Apakah hasil usaha sahabat-sahabat mulia, buah harapan dan doa kami akan hilang lenyap saja,tak terpakai? Apakah tak mungkin orang lain menikmati manfaatnya? gubernemen menyediakan untuk kami berdua sejumlah uang sebesar 4800 gulden guna penyelesaian pendidikan kami. Apakah tidak bisa uang itu dipindahkan kepada orang lain yang juga perlu dibantu, mungkin lebih banyak kepentingan daripada kami! Alangkah indahnya andai pemerintah bersedia membiayai seluruh pendidikannya yang berjumlah kira-kira 8000 gulen. Bila tak mungkin, kami akan berterima kasih, seandainya Salim dapat menerima jumlah 4800 gulen yang disediakan untuk kami itu. Untuk sisa kurangnya kami dapat meminta bantuan orang lain.

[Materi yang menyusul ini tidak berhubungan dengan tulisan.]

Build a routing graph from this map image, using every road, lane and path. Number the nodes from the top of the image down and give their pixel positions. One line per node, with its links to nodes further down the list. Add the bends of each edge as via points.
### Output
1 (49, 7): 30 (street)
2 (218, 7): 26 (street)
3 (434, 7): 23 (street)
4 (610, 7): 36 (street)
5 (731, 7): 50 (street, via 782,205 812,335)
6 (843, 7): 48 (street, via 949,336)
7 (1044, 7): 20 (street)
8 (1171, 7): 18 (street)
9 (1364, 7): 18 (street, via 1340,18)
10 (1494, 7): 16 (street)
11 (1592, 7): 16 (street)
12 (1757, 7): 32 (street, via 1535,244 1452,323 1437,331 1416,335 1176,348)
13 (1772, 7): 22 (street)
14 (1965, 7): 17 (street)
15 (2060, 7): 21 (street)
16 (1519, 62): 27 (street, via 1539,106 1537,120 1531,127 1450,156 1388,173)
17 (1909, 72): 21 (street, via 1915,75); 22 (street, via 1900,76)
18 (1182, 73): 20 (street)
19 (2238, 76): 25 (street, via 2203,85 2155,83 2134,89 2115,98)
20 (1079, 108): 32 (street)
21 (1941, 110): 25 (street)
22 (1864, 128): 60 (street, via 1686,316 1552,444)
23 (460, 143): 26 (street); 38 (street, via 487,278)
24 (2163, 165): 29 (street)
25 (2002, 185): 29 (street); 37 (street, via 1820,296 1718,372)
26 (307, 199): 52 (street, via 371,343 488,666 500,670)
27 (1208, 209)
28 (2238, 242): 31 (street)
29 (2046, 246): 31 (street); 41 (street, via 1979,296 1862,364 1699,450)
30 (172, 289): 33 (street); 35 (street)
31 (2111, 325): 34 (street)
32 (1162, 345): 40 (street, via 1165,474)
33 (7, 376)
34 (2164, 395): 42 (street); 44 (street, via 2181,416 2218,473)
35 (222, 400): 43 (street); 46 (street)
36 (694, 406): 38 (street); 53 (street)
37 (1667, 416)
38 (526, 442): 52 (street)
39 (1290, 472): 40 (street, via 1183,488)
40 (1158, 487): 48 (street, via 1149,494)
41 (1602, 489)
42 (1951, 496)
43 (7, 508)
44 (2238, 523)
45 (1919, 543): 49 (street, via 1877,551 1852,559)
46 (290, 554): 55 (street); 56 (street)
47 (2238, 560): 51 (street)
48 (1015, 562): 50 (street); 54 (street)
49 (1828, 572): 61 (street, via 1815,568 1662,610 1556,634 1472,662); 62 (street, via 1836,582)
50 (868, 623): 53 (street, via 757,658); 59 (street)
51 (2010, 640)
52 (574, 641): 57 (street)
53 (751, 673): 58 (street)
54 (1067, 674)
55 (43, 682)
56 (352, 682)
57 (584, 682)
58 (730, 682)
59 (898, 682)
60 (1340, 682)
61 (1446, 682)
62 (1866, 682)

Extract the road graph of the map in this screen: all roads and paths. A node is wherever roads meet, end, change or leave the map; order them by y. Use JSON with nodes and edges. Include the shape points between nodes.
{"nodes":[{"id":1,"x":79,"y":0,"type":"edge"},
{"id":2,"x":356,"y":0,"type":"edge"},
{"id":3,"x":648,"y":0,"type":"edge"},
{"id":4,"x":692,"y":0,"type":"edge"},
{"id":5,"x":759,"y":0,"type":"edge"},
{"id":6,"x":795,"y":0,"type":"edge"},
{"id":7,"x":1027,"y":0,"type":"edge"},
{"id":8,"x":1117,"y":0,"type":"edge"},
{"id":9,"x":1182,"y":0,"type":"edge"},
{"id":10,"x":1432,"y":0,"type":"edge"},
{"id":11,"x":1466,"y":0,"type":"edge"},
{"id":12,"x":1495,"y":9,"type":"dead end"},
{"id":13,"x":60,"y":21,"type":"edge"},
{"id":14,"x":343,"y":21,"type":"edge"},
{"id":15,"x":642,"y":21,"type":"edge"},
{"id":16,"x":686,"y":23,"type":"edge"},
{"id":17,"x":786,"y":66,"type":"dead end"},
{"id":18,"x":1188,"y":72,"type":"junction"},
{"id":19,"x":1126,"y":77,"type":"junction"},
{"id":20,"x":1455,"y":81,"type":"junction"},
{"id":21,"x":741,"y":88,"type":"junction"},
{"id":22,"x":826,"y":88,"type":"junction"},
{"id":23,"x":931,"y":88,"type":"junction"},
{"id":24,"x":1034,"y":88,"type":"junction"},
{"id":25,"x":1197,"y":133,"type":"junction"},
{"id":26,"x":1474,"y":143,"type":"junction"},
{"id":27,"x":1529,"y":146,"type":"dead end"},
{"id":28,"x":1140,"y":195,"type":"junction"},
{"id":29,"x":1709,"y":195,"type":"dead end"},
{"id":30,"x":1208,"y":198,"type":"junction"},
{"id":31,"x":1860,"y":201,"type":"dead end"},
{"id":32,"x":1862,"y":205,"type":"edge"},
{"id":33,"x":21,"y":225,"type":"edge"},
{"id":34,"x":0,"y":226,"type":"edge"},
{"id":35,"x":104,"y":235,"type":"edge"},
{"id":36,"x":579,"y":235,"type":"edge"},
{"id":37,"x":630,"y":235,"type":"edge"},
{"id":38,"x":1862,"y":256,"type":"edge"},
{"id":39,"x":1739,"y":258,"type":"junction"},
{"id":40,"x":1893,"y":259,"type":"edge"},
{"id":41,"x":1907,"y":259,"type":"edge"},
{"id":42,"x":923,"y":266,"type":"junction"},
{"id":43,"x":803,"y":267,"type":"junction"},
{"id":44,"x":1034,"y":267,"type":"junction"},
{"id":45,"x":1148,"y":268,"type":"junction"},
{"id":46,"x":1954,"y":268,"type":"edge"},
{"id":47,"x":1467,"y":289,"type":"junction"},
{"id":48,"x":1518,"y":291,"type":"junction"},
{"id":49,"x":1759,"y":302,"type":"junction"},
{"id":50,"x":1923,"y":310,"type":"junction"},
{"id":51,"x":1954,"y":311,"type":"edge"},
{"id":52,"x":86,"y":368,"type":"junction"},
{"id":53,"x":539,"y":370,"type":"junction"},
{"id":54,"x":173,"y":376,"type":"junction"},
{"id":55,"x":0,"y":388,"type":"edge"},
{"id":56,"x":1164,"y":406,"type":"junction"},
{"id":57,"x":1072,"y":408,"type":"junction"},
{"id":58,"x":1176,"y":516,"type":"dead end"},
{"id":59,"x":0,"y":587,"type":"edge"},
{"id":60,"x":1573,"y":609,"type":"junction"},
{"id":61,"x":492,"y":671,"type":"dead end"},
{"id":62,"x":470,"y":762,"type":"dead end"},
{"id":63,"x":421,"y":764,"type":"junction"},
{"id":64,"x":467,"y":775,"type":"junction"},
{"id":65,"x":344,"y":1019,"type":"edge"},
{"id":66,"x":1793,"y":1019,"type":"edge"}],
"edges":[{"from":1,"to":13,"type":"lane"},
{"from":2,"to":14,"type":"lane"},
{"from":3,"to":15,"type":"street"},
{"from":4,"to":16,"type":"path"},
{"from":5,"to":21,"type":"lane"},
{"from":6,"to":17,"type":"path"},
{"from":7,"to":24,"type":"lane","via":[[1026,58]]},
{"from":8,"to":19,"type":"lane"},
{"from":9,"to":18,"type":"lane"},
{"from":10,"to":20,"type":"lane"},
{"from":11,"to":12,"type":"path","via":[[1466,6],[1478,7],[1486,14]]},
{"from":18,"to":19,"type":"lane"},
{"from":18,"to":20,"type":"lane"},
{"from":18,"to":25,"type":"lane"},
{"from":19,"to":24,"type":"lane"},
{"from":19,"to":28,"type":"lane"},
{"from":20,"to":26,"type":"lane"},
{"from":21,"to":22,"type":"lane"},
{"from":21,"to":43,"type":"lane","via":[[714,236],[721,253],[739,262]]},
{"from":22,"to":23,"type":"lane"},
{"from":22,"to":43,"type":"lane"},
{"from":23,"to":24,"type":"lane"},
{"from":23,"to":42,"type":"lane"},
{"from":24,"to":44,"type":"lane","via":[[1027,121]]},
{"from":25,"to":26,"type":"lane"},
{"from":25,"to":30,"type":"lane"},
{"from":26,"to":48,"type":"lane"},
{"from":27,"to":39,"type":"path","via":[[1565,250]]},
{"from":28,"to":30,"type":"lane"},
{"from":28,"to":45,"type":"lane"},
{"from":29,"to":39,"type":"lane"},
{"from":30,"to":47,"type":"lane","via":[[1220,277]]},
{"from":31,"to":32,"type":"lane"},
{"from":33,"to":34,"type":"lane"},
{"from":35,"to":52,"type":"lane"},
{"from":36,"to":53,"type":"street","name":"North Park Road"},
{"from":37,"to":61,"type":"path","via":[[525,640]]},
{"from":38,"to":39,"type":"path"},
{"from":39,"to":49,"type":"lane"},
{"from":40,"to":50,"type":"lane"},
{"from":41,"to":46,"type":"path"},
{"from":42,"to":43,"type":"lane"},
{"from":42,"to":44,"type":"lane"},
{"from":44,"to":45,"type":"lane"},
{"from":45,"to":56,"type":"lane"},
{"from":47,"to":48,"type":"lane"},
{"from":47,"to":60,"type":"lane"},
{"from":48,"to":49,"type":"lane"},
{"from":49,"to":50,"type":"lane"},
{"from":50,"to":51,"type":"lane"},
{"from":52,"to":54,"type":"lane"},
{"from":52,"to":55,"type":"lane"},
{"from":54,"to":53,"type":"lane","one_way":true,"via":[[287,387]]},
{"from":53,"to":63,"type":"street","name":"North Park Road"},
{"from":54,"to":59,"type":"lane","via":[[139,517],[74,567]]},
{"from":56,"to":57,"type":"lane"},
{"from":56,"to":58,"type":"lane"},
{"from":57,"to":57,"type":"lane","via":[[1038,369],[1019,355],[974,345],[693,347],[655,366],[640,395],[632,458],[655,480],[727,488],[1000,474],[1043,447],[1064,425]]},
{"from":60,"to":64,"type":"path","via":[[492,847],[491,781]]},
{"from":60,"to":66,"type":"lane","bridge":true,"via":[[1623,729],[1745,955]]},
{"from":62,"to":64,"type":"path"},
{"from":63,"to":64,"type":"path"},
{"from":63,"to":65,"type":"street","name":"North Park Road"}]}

Sayangnya, niat baik Kartini itu berbuah penolakan. Agus Salim menganggap, pemberian itu karena usul orang lain, bukan karena penghargaan atas kecerdasan dan jerih payahnya. Dia menilai ada diskriminasi di dalamnya.
"Kalau pemerintah mengirim saya karena anjuran kartini, bukan karena kemauan pemerintah sendiri, lebih baik tidak," dikutip dari buku Tokoh-tokoh Pemikir Paham Kebangsaan.
Sejak peristiwa itu, Agus Salim memutuskan untuk tidak lagi melanjutkan sekolah. Sementara, pada 12 November 1903, Kartini dinikahkan dengan Bupati Rembang KRM Adipati Ario Singgih Djojo Adhiningrat. Sang bupati sudah memiliki istri dan anak. Kartini kemudian diperbolehkan membangun sebuah sekolah wanita.
Selama pernikahannya, Kartini hanya memiliki satu anak yang diberi nama Soesalit Djojoadhiningrat. Kartini mengembuskan napas terakhirnya setelah melahirkan pada usia 25 tahun.